• [Entries provided]
━━━

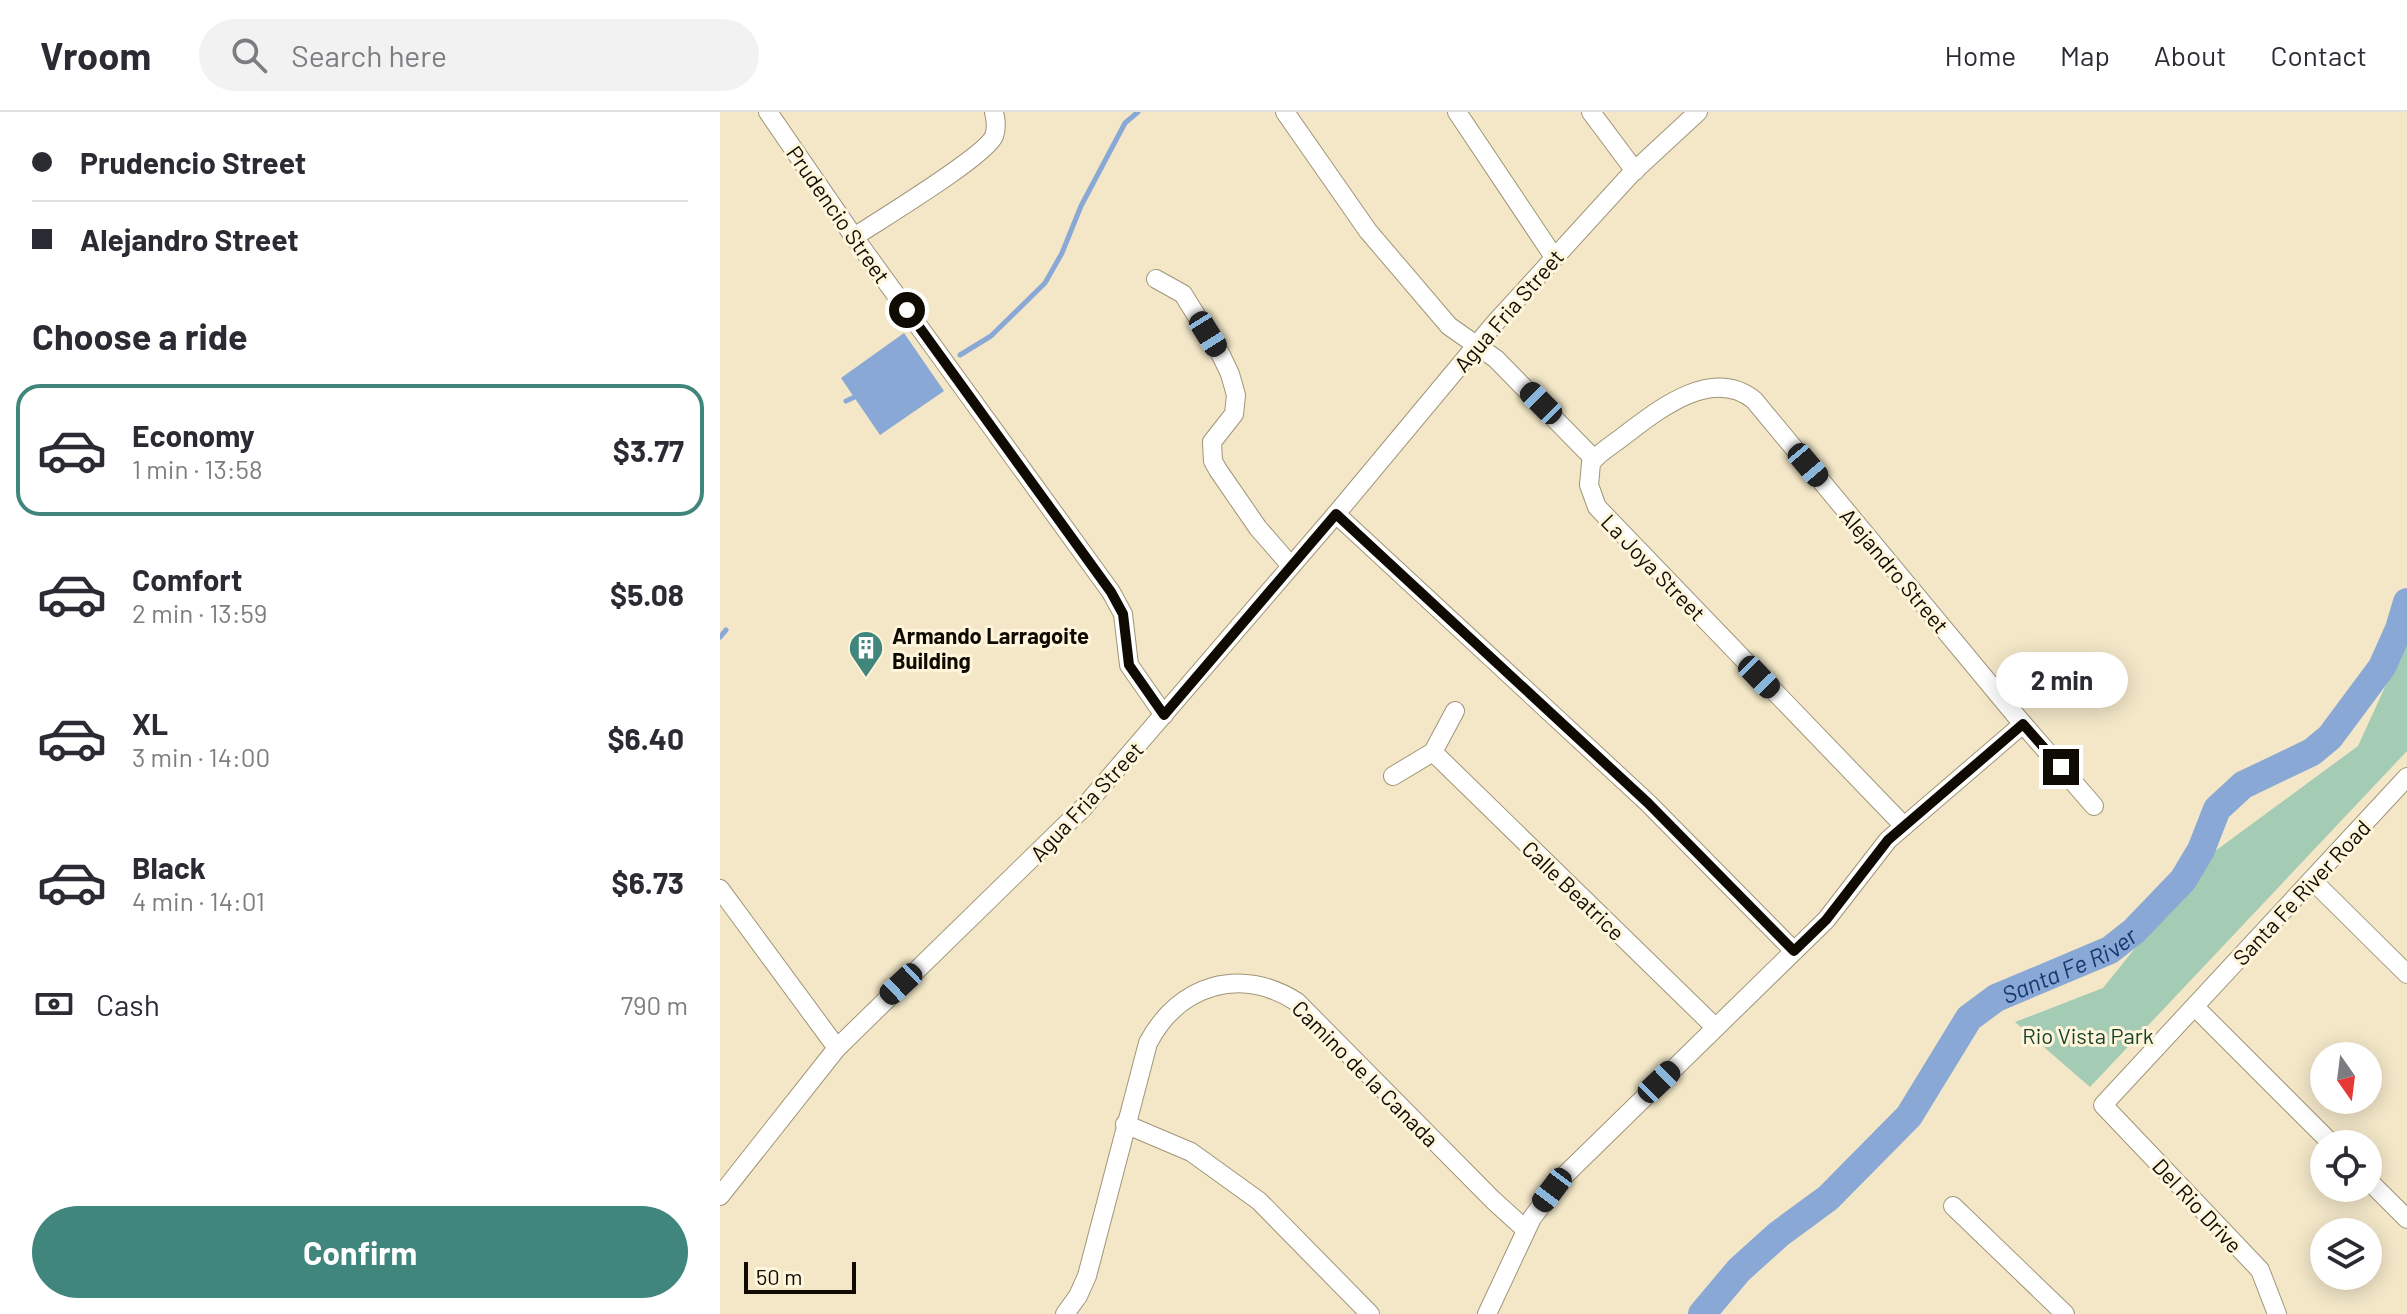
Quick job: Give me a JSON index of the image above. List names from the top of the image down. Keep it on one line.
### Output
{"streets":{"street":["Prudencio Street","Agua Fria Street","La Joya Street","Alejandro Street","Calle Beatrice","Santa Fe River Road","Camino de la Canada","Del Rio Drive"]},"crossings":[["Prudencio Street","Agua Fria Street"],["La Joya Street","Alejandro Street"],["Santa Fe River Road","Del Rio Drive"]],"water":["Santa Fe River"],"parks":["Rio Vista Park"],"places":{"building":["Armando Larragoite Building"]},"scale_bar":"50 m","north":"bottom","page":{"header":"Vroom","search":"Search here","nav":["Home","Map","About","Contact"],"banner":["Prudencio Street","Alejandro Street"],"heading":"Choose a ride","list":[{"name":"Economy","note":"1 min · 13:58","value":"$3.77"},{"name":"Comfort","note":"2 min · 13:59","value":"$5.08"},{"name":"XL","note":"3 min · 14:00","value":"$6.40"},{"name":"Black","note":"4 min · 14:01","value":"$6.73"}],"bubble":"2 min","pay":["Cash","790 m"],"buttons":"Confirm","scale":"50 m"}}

━━━

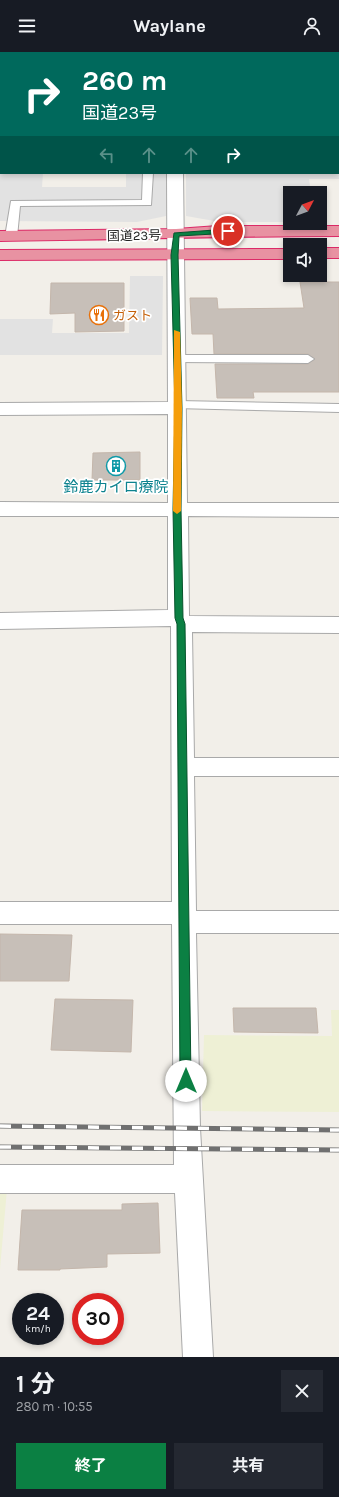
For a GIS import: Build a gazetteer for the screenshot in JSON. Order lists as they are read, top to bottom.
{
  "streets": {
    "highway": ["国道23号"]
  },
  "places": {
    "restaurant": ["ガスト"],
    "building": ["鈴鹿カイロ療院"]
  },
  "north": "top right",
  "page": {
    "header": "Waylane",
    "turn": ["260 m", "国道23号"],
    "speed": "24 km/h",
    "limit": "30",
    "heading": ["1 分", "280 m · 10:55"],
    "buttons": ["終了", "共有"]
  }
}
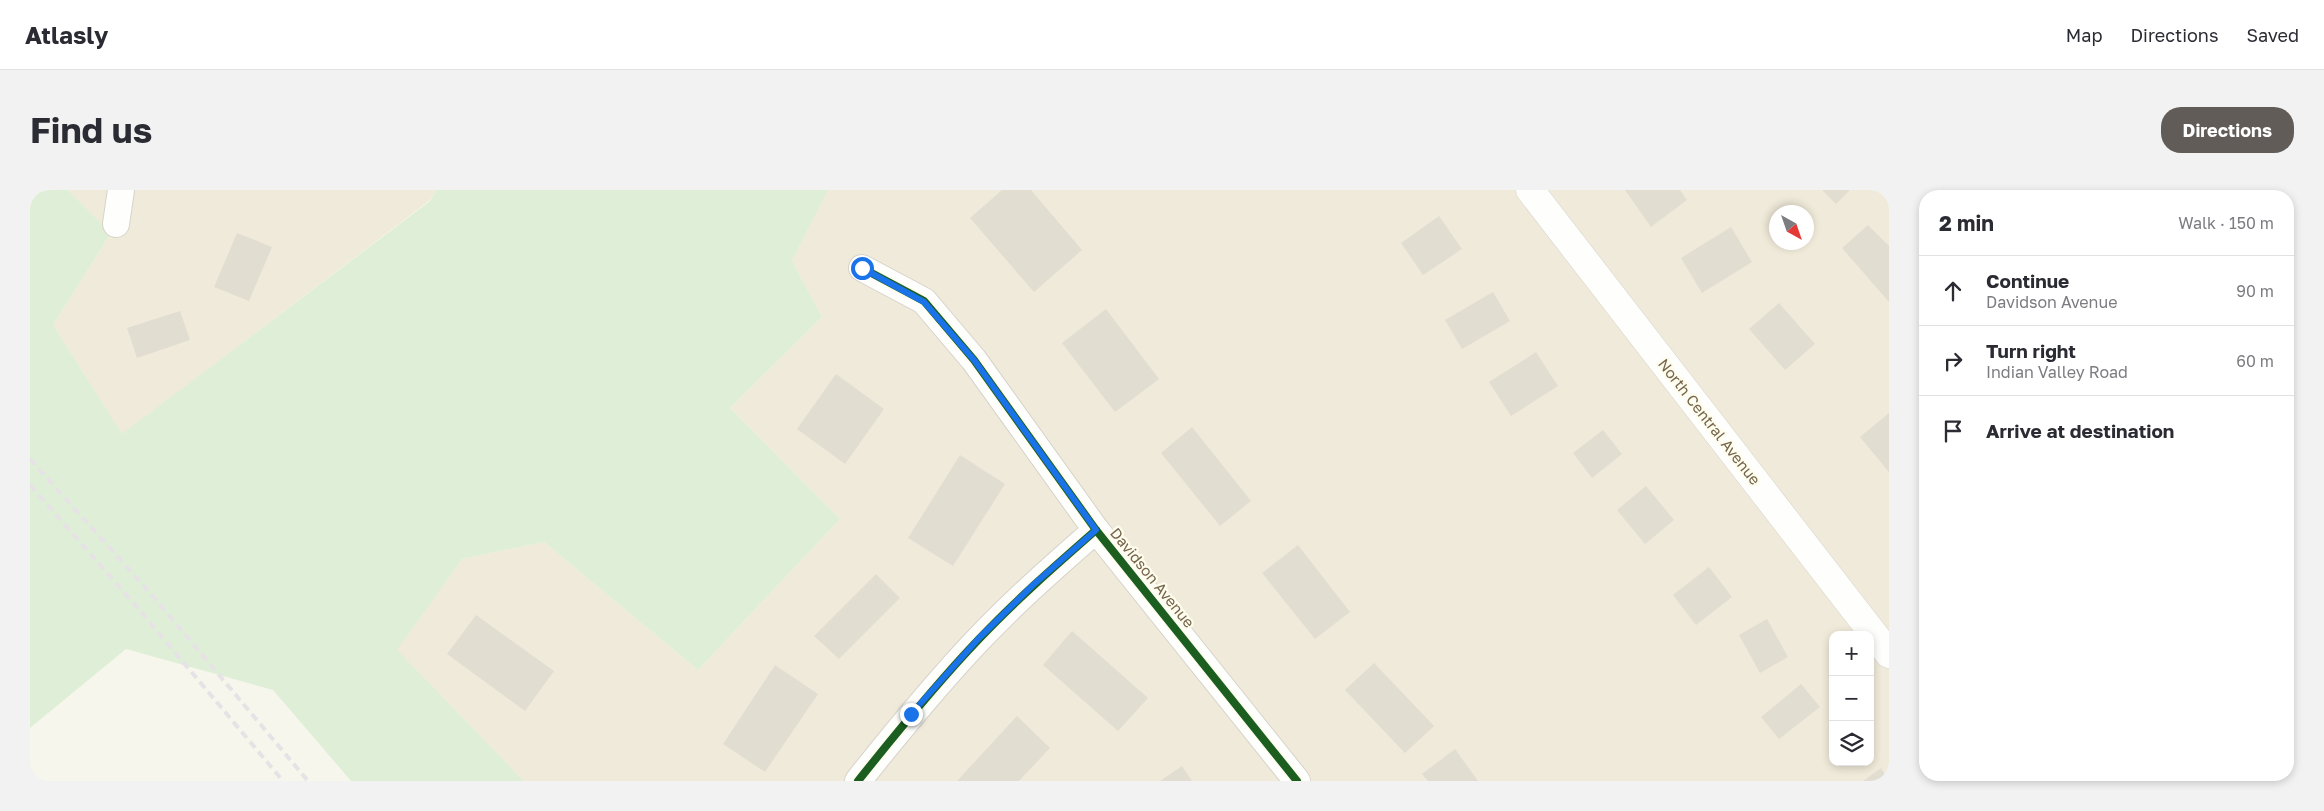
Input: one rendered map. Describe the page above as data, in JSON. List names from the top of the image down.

━━━

• [Exercise brief] What belongs in the answer is each line above from the line with "For a GIS import: Build" to the line with "Input: one rendered", inclusive, reproduced exactly and free of pictures.

• [Exercise result]
For a GIS import: Build a gazetteer for the screenshot in JSON. Order lists as they are read, top to bottom.
{
  "streets": {
    "highway": ["国道23号"]
  },
  "places": {
    "restaurant": ["ガスト"],
    "building": ["鈴鹿カイロ療院"]
  },
  "north": "top right",
  "page": {
    "header": "Waylane",
    "turn": ["260 m", "国道23号"],
    "speed": "24 km/h",
    "limit": "30",
    "heading": ["1 分", "280 m · 10:55"],
    "buttons": ["終了", "共有"]
  }
}
Input: one rendered map. Describe the page above as data, in JSON. List names from the top of the image down.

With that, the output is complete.